Biographie de Bernard le Bouyer de Fontenelle
Bernard le Bouyer de Fontenelle naît en 1657 à Rouen. Après une formation en droit, il se tourne rapidement vers la littérature. L’ouvrage Entretiens sur la pluralité des mondes est publié en 1686; il remporte un grand succès. Ce qui lui ouvre les portes de l’Académie française en 1691, et de l’Académie royale des sciences en 1697. Il meurt presque centenaire, en 1757.
Fontenelle, auteur de la transition du classicisme aux Lumières
- La fin du XVIIe siècle marque une véritable révolution scientifique : Isaac Newton découvre la gravitation, et l’idée d’autres mondes habités suscite un vif intérêt. Mais en 1686, la France vit encore sous l’Ancien Régime. Le pouvoir se méfie des idées nouvelles et les découvertes peinent à s’imposer, surtout lorsqu’elles contredisent l’Église. Être savant comporte alors des risques. On pense à Galilée, condamné par l’Église à renier publiquement ses théories selon lesquelles la Terre tourne autour du Soleil : c’est le principe de l’héliocentrisme, découvert par Copernic dès 1543 - théorie pourtant vraie, mais contraire aux Écritures saintes.

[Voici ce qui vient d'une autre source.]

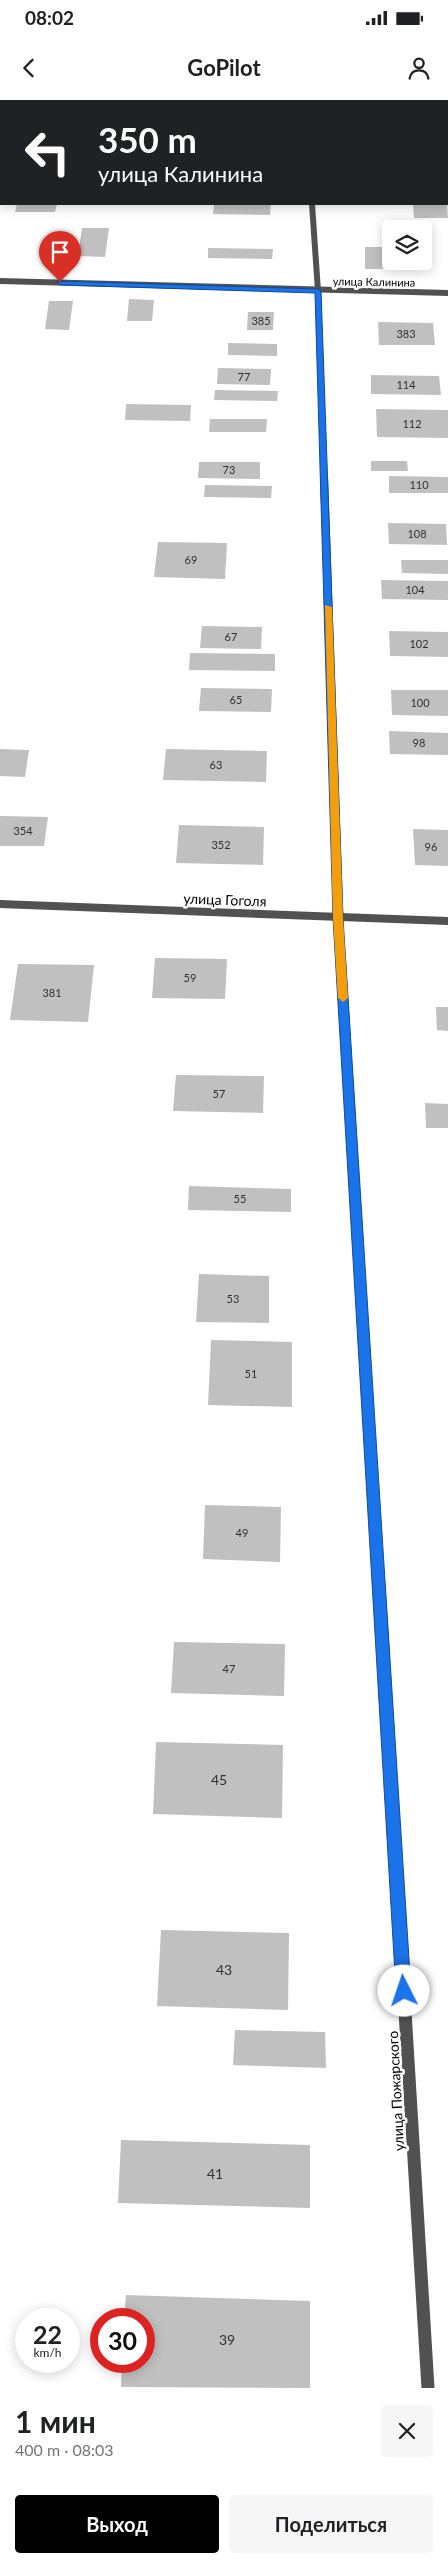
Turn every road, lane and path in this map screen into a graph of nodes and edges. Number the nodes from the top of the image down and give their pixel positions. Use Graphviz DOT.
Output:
graph roads {
  1 [pos="312,205"];
  2 [pos="0,281"];
  3 [pos="318,291"];
  4 [pos="448,293"];
  5 [pos="0,904"];
  6 [pos="338,918"];
  7 [pos="448,921"];
  8 [pos="428,2388"];
  1 -- 3 [label="street, улица Пожарского"];
  2 -- 3 [label="street, улица Калинина"];
  3 -- 4 [label="street, улица Калинина"];
  3 -- 6 [label="street, улица Пожарского"];
  5 -- 6 [label="street, улица Гоголя"];
  6 -- 7 [label="street, улица Гоголя"];
  6 -- 8 [label="street, улица Пожарского"];
}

- Dans ce contexte, les textes scientifiques restent réservés à une élite : ils sont le plus souvent rédigés en latin et emploient des mots très techniques. Fontenelle rend le savoir accessible à tous en écrivant en français et en évitant un vocabulaire trop spécialisé.

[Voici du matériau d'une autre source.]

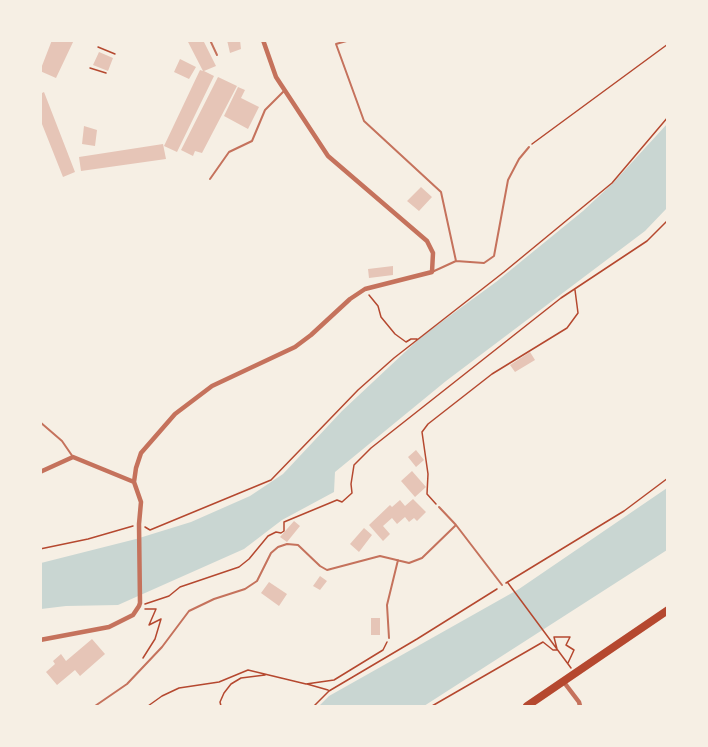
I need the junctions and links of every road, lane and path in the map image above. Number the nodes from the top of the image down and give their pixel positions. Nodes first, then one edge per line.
1 (210, 40) edge
2 (263, 40) edge
3 (350, 40) edge
4 (668, 44) edge
5 (98, 47) dead end
6 (115, 54) dead end
7 (217, 55) dead end
8 (90, 68) dead end
9 (106, 73) dead end
10 (285, 90) junction
11 (668, 117) edge
12 (529, 147) joint
13 (210, 179) dead end
14 (668, 220) edge
15 (456, 261) junction
16 (432, 272) junction
17 (574, 288) junction
18 (365, 289) junction
19 (418, 339) junction
20 (40, 422) edge
21 (73, 457) junction
22 (40, 472) edge
23 (668, 478) edge
24 (134, 482) junction
25 (439, 507) joint
26 (139, 524) junction
27 (456, 525) junction
28 (40, 549) edge
29 (398, 560) junction
30 (507, 582) junction
31 (502, 585) junction
32 (139, 606) junction
33 (668, 610) edge
34 (389, 638) joint
35 (40, 640) edge
36 (556, 650) junction
37 (568, 663) junction
38 (138, 666) dead end
39 (269, 674) junction
40 (576, 674) junction
41 (563, 681) junction
42 (306, 684) junction
43 (329, 691) junction
44 (95, 706) edge
45 (148, 706) edge
46 (221, 706) edge
47 (314, 706) edge
48 (432, 706) edge
49 (527, 706) edge
50 (580, 706) edge

1 - 7 lane
2 - 10 street
3 - 15 lane
4 - 12 path
5 - 6 path
8 - 9 path
10 - 13 lane
10 - 16 street
11 - 19 path
12 - 15 lane
14 - 17 path
15 - 16 lane
16 - 18 street
17 - 25 path
17 - 32 path
18 - 19 path
18 - 24 street
19 - 26 path
20 - 21 lane
21 - 22 street
21 - 24 street
23 - 30 path
24 - 26 street
25 - 27 lane
26 - 28 path
26 - 32 street
27 - 29 lane
27 - 31 lane
29 - 34 lane
29 - 44 lane
30 - 31 path
30 - 36 path
31 - 43 path
32 - 35 street
32 - 38 path
33 - 40 main road
34 - 42 path
36 - 37 path
36 - 37 path
36 - 48 path
37 - 40 path
39 - 42 path
39 - 45 path
39 - 46 path
40 - 41 main road
41 - 49 main road
41 - 50 street
42 - 43 path
43 - 47 path

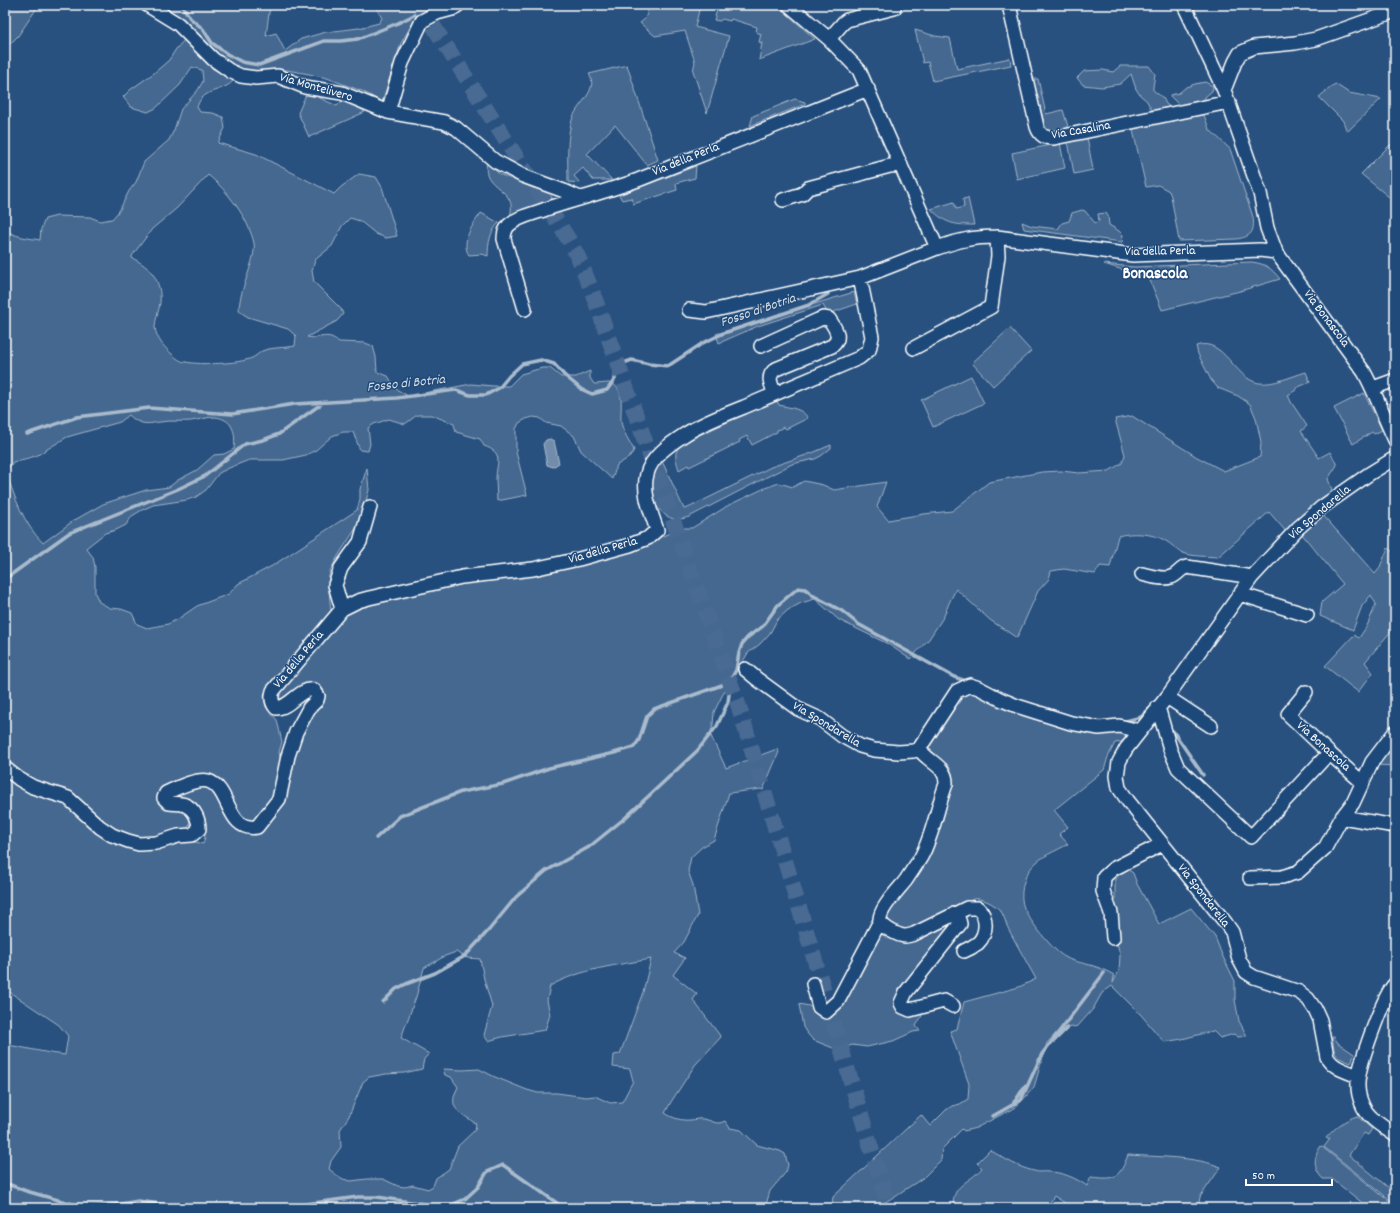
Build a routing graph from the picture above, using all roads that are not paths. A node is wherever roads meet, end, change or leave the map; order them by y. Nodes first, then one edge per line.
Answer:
1 (147, 5) edge
2 (458, 5) edge
3 (789, 5) edge
4 (894, 5) edge
5 (1009, 5) edge
6 (1184, 5) edge
7 (1395, 11) edge
8 (829, 39) junction
9 (868, 89) junction
10 (1227, 96) junction
11 (388, 112) junction
12 (901, 165) junction
13 (580, 198) junction
14 (783, 200) dead end
15 (997, 237) junction
16 (937, 248) junction
17 (1276, 252) junction
18 (860, 278) junction
19 (525, 309) dead end
20 (689, 310) dead end
21 (761, 346) dead end
22 (914, 348) dead end
23 (1395, 380) edge
24 (1373, 388) junction
25 (774, 394) junction
26 (1395, 440) edge
27 (1395, 458) edge
28 (370, 507) dead end
29 (1142, 574) dead end
30 (1252, 577) junction
31 (1240, 594) junction
32 (342, 609) junction
33 (1307, 615) dead end
34 (744, 669) dead end
35 (1306, 692) dead end
36 (1163, 702) junction
37 (1211, 726) dead end
38 (1140, 731) junction
39 (1395, 732) edge
40 (919, 749) junction
41 (1329, 754) junction
42 (5, 768) edge
43 (1363, 783) junction
44 (1342, 817) junction
45 (1395, 826) edge
46 (1162, 844) junction
47 (1250, 878) dead end
48 (954, 914) junction
49 (880, 921) junction
50 (1113, 938) dead end
51 (964, 952) dead end
52 (813, 984) dead end
53 (1395, 984) edge
54 (953, 1006) dead end
55 (1359, 1076) junction
56 (1395, 1135) edge

1 - 11 street, Via Montelivero
2 - 11 street
3 - 8 street
4 - 8 street
5 - 10 street, Via Casalina
6 - 10 street
7 - 10 street
8 - 9 street
9 - 12 street
9 - 13 street, Via della Perla
10 - 17 street
11 - 13 street, Via Montelivero
12 - 14 street
12 - 16 street
13 - 19 street, Via della Perla
15 - 16 street, Via della Perla
15 - 17 street, Via della Perla
15 - 22 street
16 - 18 street, Via della Perla
17 - 24 street, Via Bonascola
18 - 20 street, Via della Perla
18 - 25 street, Via della Perla
21 - 25 street
23 - 24 street
24 - 26 street, Via Bonascola
25 - 32 street, Via della Perla
27 - 30 street, Via Spondarella
28 - 32 street
29 - 30 street
30 - 31 street, Via Spondarella
31 - 33 street
31 - 36 street, Via Spondarella
32 - 42 street, Via della Perla
34 - 40 street, Via Spondarella
35 - 41 street, Via Bonascola
36 - 37 street
36 - 38 street, Via Spondarella
36 - 41 street
38 - 40 street
38 - 46 street, Via Spondarella
39 - 43 street, Via Bonascola
40 - 49 street
41 - 43 street, Via Bonascola
43 - 44 street, Via Bonascola
44 - 45 street
44 - 47 street, Via Bonascola
46 - 50 street
46 - 55 street, Via Spondarella
48 - 49 street
48 - 51 street
48 - 54 street
49 - 52 street
53 - 55 street
55 - 56 street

- En ce qui concerne le contexte littéraire, le classicisme est désormais à bout de souffle. Même si on retrouve l’idéal du placere et docere, expression latine de « plaire et instruire », dans Entretiens sur la pluralité des mondes. Les auteurs classiques adoptent une forme agréable et plaisante pour diffuser des messages sérieux, et même parfois donner une leçon de morale à leurs lecteurs.

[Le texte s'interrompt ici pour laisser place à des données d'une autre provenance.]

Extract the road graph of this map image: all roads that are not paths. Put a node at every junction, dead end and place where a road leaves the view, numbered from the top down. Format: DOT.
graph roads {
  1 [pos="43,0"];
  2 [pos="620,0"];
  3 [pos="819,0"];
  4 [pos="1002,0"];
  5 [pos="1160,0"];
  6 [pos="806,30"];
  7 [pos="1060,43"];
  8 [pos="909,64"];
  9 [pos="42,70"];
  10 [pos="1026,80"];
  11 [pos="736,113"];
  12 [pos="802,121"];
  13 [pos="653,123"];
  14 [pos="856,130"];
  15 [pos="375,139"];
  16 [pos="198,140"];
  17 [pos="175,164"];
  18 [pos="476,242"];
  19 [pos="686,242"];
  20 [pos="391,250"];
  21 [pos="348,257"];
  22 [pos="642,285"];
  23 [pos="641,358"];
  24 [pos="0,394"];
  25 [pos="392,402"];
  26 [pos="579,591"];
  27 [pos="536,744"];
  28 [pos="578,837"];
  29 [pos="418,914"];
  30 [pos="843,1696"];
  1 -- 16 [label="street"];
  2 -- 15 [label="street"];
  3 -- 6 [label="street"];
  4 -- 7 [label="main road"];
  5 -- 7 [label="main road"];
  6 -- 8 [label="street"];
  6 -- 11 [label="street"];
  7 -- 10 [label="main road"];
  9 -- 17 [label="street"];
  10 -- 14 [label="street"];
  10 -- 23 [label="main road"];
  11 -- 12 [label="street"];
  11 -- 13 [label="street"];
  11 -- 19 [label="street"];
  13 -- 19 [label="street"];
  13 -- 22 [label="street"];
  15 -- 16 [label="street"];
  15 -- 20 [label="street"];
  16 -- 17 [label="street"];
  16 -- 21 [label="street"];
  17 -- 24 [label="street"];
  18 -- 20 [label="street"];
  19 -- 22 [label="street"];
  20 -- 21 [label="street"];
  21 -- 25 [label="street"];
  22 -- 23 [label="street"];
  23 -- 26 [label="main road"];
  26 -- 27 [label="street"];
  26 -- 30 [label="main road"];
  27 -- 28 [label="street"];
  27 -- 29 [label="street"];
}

- On se situe donc à une période de transition, et dans le monde des lettres, c’est la querelle des Anciens et des Modernes. Les Anciens défendent les idées de l'Antiquité, par opposition aux Modernes qui prônent de nouvelles formes artistiques et le progrès.
► Bernard le Bouyer de Fontenelle est un Moderne, et même le plus moderne des Modernes : son goût pour la science et les techniques fait de lui un précurseur de l’esprit philosophique des Lumières, ce mouvement intellectuel et culturel qui connaîtra son apogée au milieu du XVIIIe siècle. Ce mouvement valorisera l’éducation, le progrès ou encore la diffusion massive des savoirs, notamment à travers l’Encyclopédie de Diderot et d’Alembert.
Quelle analyse faire d’Entretiens sur la pluralité des mondes ?
Cet ouvrage est une conversation fictive entre un savant et une marquise désireuse d’apprendre. Il y a six entretiens : un par soir. Le dernier entretien a été ajouté un an après les cinq premiers.
- L’intention de Fontenelle est pédagogique et ludique : « Je dois avertir ceux qui liront ce livre, et qui ont quelque connaissance de la physique, que je n’ai point du tout prétendu les instruire, mais seulement les divertir en leur présentant d’une manière un peu plus agréable et plus égayée ce qu’ils savent déjà plus solidement […] » (préface).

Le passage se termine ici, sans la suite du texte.